### WHAT TO DO
Return the listing in full. Keep every word as it stands.

### DATA TO USE
* * * *

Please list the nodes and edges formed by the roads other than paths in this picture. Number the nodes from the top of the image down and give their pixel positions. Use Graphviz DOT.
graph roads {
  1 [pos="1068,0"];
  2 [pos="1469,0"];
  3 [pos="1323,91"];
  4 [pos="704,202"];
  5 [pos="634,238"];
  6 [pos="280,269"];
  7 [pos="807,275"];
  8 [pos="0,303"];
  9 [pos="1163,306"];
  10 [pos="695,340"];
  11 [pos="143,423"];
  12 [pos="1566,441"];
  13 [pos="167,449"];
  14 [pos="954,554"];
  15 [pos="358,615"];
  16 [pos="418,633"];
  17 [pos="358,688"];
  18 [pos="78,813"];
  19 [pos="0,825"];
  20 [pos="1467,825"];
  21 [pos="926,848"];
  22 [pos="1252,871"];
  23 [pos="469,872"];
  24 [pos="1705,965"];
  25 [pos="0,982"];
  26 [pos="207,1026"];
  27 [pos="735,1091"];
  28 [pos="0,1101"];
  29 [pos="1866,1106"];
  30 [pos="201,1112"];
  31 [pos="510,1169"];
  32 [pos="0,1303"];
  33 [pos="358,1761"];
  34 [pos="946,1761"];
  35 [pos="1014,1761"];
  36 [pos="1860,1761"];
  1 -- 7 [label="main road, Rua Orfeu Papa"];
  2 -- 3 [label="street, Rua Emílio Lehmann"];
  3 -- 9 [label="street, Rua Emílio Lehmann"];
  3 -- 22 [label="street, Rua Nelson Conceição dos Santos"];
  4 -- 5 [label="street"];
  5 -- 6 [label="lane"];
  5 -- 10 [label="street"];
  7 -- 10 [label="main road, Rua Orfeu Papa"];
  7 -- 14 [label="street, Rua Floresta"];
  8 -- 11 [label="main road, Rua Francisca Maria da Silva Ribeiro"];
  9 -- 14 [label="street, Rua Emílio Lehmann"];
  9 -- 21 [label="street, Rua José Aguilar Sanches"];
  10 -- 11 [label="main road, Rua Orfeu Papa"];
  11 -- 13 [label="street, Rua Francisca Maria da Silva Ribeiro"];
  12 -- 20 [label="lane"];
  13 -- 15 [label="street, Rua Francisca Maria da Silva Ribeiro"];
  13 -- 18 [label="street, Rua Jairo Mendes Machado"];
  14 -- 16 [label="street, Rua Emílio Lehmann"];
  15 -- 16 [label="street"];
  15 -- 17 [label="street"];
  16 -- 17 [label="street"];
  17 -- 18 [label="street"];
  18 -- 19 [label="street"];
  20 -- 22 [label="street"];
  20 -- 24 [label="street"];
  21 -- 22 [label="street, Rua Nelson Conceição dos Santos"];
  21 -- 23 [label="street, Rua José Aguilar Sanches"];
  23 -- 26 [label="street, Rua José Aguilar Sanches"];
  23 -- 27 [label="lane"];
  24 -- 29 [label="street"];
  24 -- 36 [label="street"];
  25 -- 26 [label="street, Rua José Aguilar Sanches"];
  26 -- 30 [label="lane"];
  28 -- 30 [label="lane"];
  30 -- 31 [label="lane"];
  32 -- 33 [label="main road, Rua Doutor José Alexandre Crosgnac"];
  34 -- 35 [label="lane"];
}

* * * *

### OUTPUT
Please list the nodes and edges formed by the roads other than paths in this picture. Number the nodes from the top of the image down and give their pixel positions. Use Graphviz DOT.
graph roads {
  1 [pos="1068,0"];
  2 [pos="1469,0"];
  3 [pos="1323,91"];
  4 [pos="704,202"];
  5 [pos="634,238"];
  6 [pos="280,269"];
  7 [pos="807,275"];
  8 [pos="0,303"];
  9 [pos="1163,306"];
  10 [pos="695,340"];
  11 [pos="143,423"];
  12 [pos="1566,441"];
  13 [pos="167,449"];
  14 [pos="954,554"];
  15 [pos="358,615"];
  16 [pos="418,633"];
  17 [pos="358,688"];
  18 [pos="78,813"];
  19 [pos="0,825"];
  20 [pos="1467,825"];
  21 [pos="926,848"];
  22 [pos="1252,871"];
  23 [pos="469,872"];
  24 [pos="1705,965"];
  25 [pos="0,982"];
  26 [pos="207,1026"];
  27 [pos="735,1091"];
  28 [pos="0,1101"];
  29 [pos="1866,1106"];
  30 [pos="201,1112"];
  31 [pos="510,1169"];
  32 [pos="0,1303"];
  33 [pos="358,1761"];
  34 [pos="946,1761"];
  35 [pos="1014,1761"];
  36 [pos="1860,1761"];
  1 -- 7 [label="main road, Rua Orfeu Papa"];
  2 -- 3 [label="street, Rua Emílio Lehmann"];
  3 -- 9 [label="street, Rua Emílio Lehmann"];
  3 -- 22 [label="street, Rua Nelson Conceição dos Santos"];
  4 -- 5 [label="street"];
  5 -- 6 [label="lane"];
  5 -- 10 [label="street"];
  7 -- 10 [label="main road, Rua Orfeu Papa"];
  7 -- 14 [label="street, Rua Floresta"];
  8 -- 11 [label="main road, Rua Francisca Maria da Silva Ribeiro"];
  9 -- 14 [label="street, Rua Emílio Lehmann"];
  9 -- 21 [label="street, Rua José Aguilar Sanches"];
  10 -- 11 [label="main road, Rua Orfeu Papa"];
  11 -- 13 [label="street, Rua Francisca Maria da Silva Ribeiro"];
  12 -- 20 [label="lane"];
  13 -- 15 [label="street, Rua Francisca Maria da Silva Ribeiro"];
  13 -- 18 [label="street, Rua Jairo Mendes Machado"];
  14 -- 16 [label="street, Rua Emílio Lehmann"];
  15 -- 16 [label="street"];
  15 -- 17 [label="street"];
  16 -- 17 [label="street"];
  17 -- 18 [label="street"];
  18 -- 19 [label="street"];
  20 -- 22 [label="street"];
  20 -- 24 [label="street"];
  21 -- 22 [label="street, Rua Nelson Conceição dos Santos"];
  21 -- 23 [label="street, Rua José Aguilar Sanches"];
  23 -- 26 [label="street, Rua José Aguilar Sanches"];
  23 -- 27 [label="lane"];
  24 -- 29 [label="street"];
  24 -- 36 [label="street"];
  25 -- 26 [label="street, Rua José Aguilar Sanches"];
  26 -- 30 [label="lane"];
  28 -- 30 [label="lane"];
  30 -- 31 [label="lane"];
  32 -- 33 [label="main road, Rua Doutor José Alexandre Crosgnac"];
  34 -- 35 [label="lane"];
}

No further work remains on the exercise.